BEGIN Given data
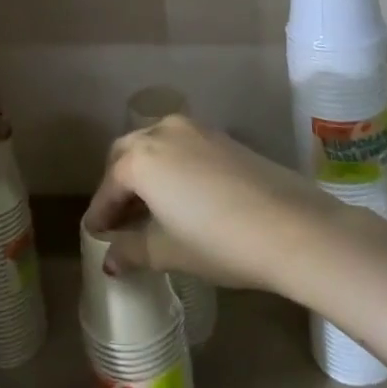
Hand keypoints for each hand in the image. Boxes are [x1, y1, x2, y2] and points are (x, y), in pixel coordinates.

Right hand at [82, 114, 343, 294]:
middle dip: (118, 183)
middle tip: (118, 217)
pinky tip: (180, 194)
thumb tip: (110, 259)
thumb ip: (132, 251)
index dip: (100, 212)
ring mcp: (195, 129)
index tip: (94, 233)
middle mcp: (162, 131)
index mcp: (141, 158)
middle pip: (127, 153)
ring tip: (148, 207)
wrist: (291, 226)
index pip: (109, 185)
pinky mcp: (221, 135)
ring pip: (155, 144)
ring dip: (144, 170)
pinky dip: (170, 164)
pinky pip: (181, 145)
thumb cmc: (219, 242)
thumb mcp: (169, 251)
END Given data
Exercise
Pictures aside, please output the whole listing exactly as it appears above.

Answer space
Hand keypoints for each hand in the image. Boxes are [x1, y1, x2, y2] and points are (x, y), in pixel coordinates.

Right hand at [82, 114, 343, 294]:
middle dip: (118, 183)
middle tip: (118, 217)
pinky tip: (180, 194)
thumb tip: (110, 259)
thumb ip: (132, 251)
index dip: (100, 212)
ring mcp: (195, 129)
index tip: (94, 233)
middle mcp: (162, 131)
index mcp: (141, 158)
middle pip: (127, 153)
ring tip: (148, 207)
wrist: (291, 226)
index pip: (109, 185)
pinky mcp: (221, 135)
ring pip: (155, 144)
ring dip: (144, 170)
pinky dip: (170, 164)
pinky pip: (181, 145)
thumb cmc: (219, 242)
thumb mcp: (169, 251)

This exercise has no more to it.